My earliest memories of bleeds are not necessarily of the bleeds themselves but of the imaginary, mystical garden full of my favourite things that was my parent’s unique way of comforting me. It was not always fool proof; usually aided by gentle rubbing of the affected joint (predominantly my ankles), applying an ice pack and Calpol. However, I applaud my parents attempt at making me think I was in this hidden haven of security to try distract me from the pain.
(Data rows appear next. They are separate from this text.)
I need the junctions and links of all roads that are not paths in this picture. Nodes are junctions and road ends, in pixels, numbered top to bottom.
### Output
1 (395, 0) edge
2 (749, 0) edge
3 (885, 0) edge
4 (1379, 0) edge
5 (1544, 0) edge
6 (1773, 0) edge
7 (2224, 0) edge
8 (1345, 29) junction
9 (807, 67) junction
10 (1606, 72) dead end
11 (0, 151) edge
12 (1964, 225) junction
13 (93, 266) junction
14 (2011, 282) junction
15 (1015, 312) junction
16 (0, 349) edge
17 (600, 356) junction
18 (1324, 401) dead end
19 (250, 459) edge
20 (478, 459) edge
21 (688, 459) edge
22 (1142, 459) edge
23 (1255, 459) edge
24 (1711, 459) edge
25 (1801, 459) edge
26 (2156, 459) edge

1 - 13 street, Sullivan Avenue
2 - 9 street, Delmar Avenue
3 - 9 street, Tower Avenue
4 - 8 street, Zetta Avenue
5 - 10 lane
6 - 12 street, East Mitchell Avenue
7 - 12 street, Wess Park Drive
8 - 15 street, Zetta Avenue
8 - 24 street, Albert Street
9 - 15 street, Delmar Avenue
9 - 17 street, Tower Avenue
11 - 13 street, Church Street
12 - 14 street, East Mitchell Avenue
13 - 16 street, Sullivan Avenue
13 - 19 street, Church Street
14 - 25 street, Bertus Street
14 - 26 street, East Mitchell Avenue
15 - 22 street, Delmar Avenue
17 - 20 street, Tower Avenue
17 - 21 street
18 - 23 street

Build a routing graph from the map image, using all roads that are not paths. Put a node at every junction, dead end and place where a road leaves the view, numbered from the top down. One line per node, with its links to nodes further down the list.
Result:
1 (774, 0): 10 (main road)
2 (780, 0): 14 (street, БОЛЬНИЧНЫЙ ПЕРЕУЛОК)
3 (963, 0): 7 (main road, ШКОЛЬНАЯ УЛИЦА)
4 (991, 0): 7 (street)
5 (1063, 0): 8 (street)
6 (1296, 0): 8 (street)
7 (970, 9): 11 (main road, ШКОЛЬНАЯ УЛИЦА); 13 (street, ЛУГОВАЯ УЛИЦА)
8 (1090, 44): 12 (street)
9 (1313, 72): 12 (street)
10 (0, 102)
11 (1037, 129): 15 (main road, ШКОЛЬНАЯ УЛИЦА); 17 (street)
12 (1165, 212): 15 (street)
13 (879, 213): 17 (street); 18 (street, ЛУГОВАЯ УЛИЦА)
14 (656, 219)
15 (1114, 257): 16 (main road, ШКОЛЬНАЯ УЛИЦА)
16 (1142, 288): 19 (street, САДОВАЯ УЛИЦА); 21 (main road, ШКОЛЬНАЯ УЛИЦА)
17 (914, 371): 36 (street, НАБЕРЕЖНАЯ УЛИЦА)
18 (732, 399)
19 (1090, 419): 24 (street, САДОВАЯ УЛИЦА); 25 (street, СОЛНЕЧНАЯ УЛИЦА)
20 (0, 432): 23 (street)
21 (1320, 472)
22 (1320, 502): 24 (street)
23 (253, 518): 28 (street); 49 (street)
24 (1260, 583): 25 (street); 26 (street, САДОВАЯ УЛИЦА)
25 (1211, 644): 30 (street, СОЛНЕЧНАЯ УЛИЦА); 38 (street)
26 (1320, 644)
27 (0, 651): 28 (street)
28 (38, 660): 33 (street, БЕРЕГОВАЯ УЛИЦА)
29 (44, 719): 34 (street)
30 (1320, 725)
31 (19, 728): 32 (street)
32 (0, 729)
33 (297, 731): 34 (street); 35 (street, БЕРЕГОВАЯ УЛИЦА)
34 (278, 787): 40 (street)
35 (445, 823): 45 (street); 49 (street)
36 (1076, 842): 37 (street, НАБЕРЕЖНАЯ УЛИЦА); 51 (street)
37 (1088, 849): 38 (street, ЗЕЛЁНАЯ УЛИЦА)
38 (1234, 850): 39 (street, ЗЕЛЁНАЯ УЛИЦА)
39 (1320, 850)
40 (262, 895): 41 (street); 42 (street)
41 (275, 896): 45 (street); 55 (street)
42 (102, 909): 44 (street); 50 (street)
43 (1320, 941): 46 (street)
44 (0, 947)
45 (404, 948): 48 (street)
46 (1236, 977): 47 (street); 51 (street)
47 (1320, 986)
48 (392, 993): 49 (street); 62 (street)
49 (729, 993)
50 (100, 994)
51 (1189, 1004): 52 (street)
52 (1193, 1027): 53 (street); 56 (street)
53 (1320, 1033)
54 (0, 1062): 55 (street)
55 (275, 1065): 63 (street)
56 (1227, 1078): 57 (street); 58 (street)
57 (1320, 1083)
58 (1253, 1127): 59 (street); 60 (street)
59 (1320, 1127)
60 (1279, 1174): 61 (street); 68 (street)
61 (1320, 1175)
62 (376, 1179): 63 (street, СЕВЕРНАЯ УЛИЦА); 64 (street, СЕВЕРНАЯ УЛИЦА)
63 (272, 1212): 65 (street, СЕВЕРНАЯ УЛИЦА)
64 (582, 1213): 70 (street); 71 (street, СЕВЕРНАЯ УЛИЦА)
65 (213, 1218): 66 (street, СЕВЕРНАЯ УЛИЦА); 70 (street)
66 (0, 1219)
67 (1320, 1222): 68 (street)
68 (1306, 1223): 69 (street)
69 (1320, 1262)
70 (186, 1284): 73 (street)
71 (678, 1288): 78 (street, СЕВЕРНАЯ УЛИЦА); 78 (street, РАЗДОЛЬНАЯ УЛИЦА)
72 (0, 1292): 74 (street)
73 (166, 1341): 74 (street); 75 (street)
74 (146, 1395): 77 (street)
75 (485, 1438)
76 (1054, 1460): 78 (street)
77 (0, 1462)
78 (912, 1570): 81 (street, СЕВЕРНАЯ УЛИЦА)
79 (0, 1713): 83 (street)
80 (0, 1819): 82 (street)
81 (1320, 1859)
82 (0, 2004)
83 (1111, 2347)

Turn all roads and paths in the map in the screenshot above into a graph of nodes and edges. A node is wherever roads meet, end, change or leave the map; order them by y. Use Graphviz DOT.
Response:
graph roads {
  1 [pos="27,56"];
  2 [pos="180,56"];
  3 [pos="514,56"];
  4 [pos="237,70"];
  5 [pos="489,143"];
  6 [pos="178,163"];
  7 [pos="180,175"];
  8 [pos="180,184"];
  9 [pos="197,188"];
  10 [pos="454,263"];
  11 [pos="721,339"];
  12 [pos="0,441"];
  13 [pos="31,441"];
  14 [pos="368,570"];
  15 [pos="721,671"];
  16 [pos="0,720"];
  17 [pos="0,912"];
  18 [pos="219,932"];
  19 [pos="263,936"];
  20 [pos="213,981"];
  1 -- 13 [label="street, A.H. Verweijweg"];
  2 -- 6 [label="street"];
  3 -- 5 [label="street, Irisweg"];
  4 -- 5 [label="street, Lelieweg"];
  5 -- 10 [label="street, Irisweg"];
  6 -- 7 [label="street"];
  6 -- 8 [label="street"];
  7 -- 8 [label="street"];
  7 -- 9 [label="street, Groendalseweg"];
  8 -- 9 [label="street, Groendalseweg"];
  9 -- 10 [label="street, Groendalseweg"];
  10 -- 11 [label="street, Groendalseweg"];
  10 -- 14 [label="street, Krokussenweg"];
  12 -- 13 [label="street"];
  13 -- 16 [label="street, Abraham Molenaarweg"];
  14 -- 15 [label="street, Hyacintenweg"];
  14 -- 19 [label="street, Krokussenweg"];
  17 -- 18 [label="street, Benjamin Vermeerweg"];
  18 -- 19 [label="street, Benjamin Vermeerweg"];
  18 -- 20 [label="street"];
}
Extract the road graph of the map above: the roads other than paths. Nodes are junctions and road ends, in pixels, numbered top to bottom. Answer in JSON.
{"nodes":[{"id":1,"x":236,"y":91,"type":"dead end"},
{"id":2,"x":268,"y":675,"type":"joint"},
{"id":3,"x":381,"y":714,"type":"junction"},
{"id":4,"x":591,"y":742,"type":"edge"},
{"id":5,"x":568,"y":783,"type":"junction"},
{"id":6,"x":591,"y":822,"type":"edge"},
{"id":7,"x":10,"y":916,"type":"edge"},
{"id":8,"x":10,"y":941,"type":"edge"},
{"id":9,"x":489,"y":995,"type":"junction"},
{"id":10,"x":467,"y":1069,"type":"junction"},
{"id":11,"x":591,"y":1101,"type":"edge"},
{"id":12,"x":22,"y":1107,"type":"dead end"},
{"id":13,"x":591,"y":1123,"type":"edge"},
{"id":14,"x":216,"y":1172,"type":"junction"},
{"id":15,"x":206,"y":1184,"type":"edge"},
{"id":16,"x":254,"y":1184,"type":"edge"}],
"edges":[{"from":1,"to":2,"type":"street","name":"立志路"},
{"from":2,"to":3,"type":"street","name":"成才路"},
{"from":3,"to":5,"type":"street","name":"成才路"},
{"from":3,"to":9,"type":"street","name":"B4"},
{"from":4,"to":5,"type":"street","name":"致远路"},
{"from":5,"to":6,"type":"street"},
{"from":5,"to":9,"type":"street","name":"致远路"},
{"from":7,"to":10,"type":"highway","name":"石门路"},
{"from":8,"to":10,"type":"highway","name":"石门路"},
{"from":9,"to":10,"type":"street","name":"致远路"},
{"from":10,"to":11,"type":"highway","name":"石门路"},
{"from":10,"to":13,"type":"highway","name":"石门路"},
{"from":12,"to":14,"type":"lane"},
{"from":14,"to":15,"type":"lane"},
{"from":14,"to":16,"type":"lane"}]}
My parents’ ability to read my gradual lack of movement and discomfort and take action prevented traumatic episodes from escalating. Then again, the unpredictable nature of the condition, together with being on-demand treatment at the time meant visits to the local general hospital were necessary. In most cases, the on-call registrar/clinical team had little or no experience of haemophilia, so I was heavily reliant on my parents to stress the urgency of receiving the appropriate treatment and care to stop the bleed, reduce the swelling, and relieve the pain.

Getting some of the healthcare professionals (HCPs) to grasp the extent of this pain, and the urgency to treat the bleed instead of talking about it, was a hurdle my parents faced too often. The perception of other’s pain was a concept explored at last month’s EAHAD Congress in Paris, whereby disparities in pain management may be attributable in part to bias. This includes observers’ experience with others’ pain (ringing true with my parents!) and the idea that doctors become desensitised to other people’s pain so as to not be distracted from the task at hand. This could be exacerbated when the cause of pain is not obvious and unlike many long-term conditions, haemophilia can be ‘invisible’ with few signs of trauma in the absence of an acute bleed.

So, how much has changed for me with regard to HCPs understanding the degree and impact of the pain from a bleeding episode?

Until 18-months ago when living on my own, I felt that I was self-managing my condition with prophylaxis effectively. But one day, out of nowhere, I was faced with two progressive spontaneous joint bleeds simultaneously with visible swelling and warmth. In agony, I took myself to out-of-hours emergency care and experienced déjà vu. It was as if I was that child again; seeing a registrar/clinical team I did not know, having to recount my family and medical history to different people, all the while having difficulty communicating and describing my pain and becoming more emotionally and physically distressed.

But this time there was no magic garden. Instead, I was left in a side room in A&E, with no one to answer my cry for help until my parents arrived mid-morning the next day and made it clear to everybody exactly what I was going through. I was finally admitted onto a ward and spent a week recovering. It was an unwanted wake-up call to the fact that I still have a rare condition and that an episode like this could still happen to me out of my control.

I fully appreciate the pressures on NHS services and the fact that a bed in the hospital was found for me. But unless you have experienced the crippling pain of a bleed yourself, it can be very difficult to empathise and relate to that person’s suffering. On this occasion, my parents were able to advocate for me to ensure I received the appropriate care and pain management, just as they did when I was young. But this should not be necessary.

Since then, I have worked closely with my specialist clinical team to personalise my treatment programme to do everything possible to avoid another such episode. Nonetheless, it is imperative the bleeding disorders community as a whole continually raise awareness of our conditions, regardless of how rare they are, to healthcare professionals outside of specialist services to help them understand that a bleed is just the tip of the iceberg.